I suspect that in stock Android, especially on Google's own Pixel phones,
such functionality is closed source and therefore not part of the Android
open-source code. But for third-party Android-compatible OSes, I'm
wondering where to find this code. These all seem to HAVE a camera app. I
could envision several possibilities:
1. All high-level image processing code needs to be provided on a per-app
basis by the app developer, rather than having in-OS frameworks for it.
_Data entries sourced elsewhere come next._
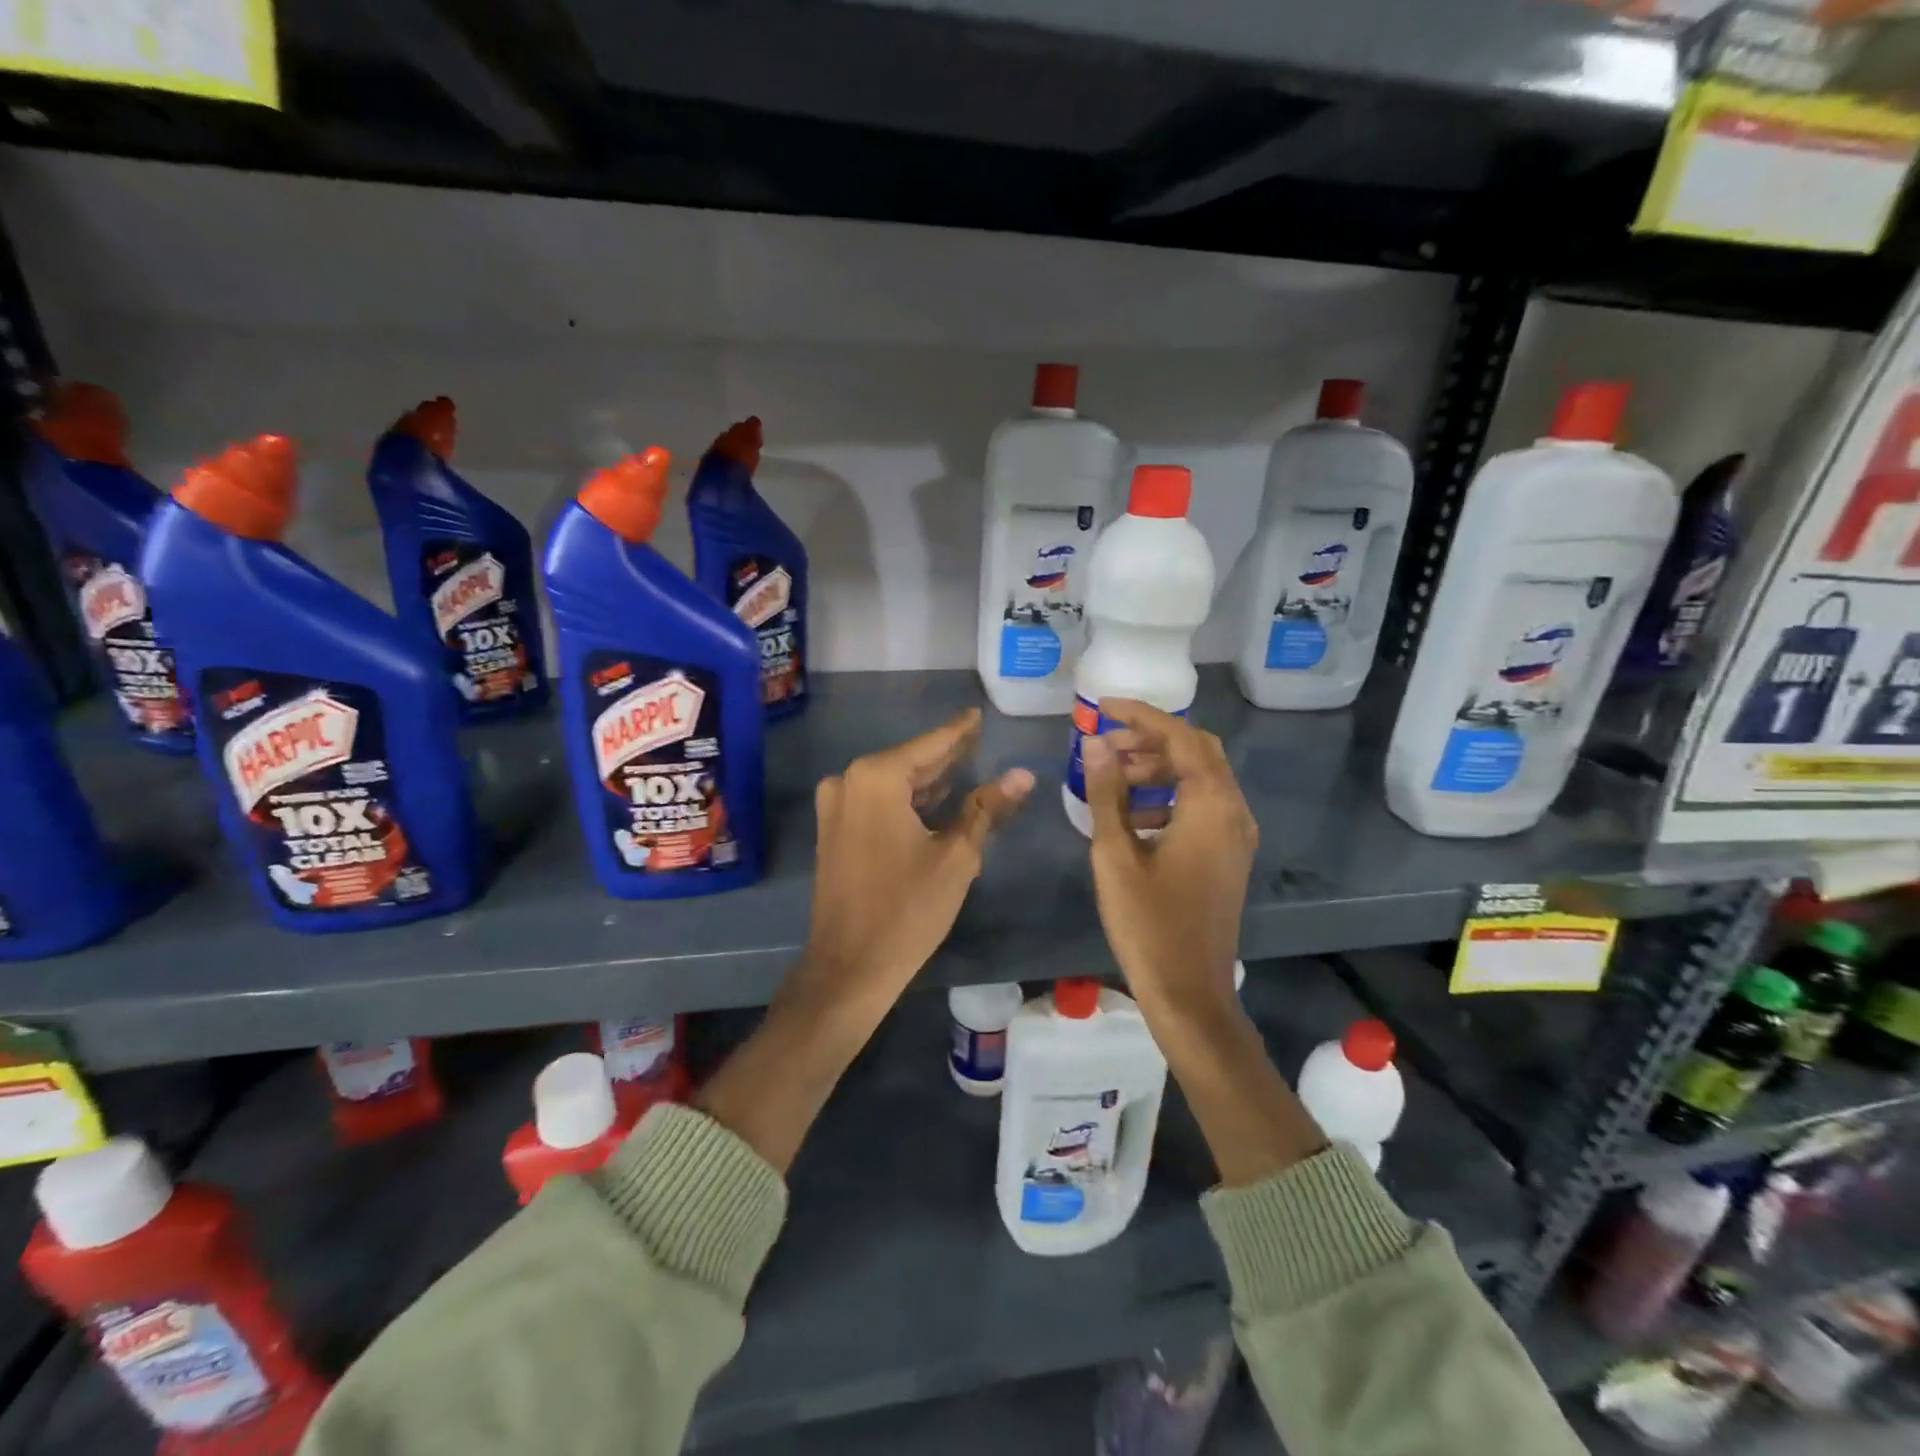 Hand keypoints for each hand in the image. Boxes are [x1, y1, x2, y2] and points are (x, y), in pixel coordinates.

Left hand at [699, 710, 1031, 1172]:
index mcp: (877, 778)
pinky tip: (936, 800)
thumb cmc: (907, 910)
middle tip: (979, 740)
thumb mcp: (956, 856)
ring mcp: (836, 806)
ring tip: (968, 767)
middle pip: (910, 761)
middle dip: (946, 756)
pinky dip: (907, 801)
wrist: (849, 967)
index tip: (978, 714)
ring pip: (893, 783)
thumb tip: (1023, 775)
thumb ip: (987, 808)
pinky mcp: (834, 829)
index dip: (959, 731)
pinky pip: (877, 802)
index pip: (931, 745)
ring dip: (928, 781)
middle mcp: (849, 781)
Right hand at [1082, 703, 1326, 1188]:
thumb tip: (1094, 742)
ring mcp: (1235, 837)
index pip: (1179, 737)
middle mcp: (1233, 812)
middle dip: (1150, 740)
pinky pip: (1202, 807)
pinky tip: (1131, 816)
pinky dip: (1169, 796)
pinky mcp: (1227, 857)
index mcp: (1211, 806)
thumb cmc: (1148, 923)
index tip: (1102, 704)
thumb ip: (1106, 792)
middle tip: (1104, 744)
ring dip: (1159, 768)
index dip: (1140, 715)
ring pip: (1201, 779)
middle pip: (1197, 752)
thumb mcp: (1115, 853)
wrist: (1189, 992)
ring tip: (1110, 776)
However, the camera apps for none of the Android alternatives seem to
contain such code, that I can see. They only contain high-level boilerplate
for the various functions that presumably call the actual implementations,
hence I assume this is NOT the path they have taken. Also this would mean
that apps that lean on OS-level implementations of these operations on
stock android couldn't run, which also makes this seem like a less likely
2. These Android-compatible distributions provide their own implementations
of libraries that provide this functionality, that possibly tie in with
their implementations of rendering and media processing more generally.
This seems to me the most likely route, as it provides a completely free
codebase while presenting an API to apps that mimics stock Android as
closely as possible. However, I can't find this code.
3. The non-stock distros bundle stock implementations of this functionality
as closed-source binary blobs, or require updating from a version of stock
Android that has the necessary libraries included, and only replace some of
the existing OS (though I suspect that the latter would raise significant
legal issues).

I'm curious, because to me one of the biggest advantages of a fully
open-source phone OS is the ability to tinker with such algorithms and
implement custom versions rather than relying on some kind of "secret
sauce" provided by a phone manufacturer.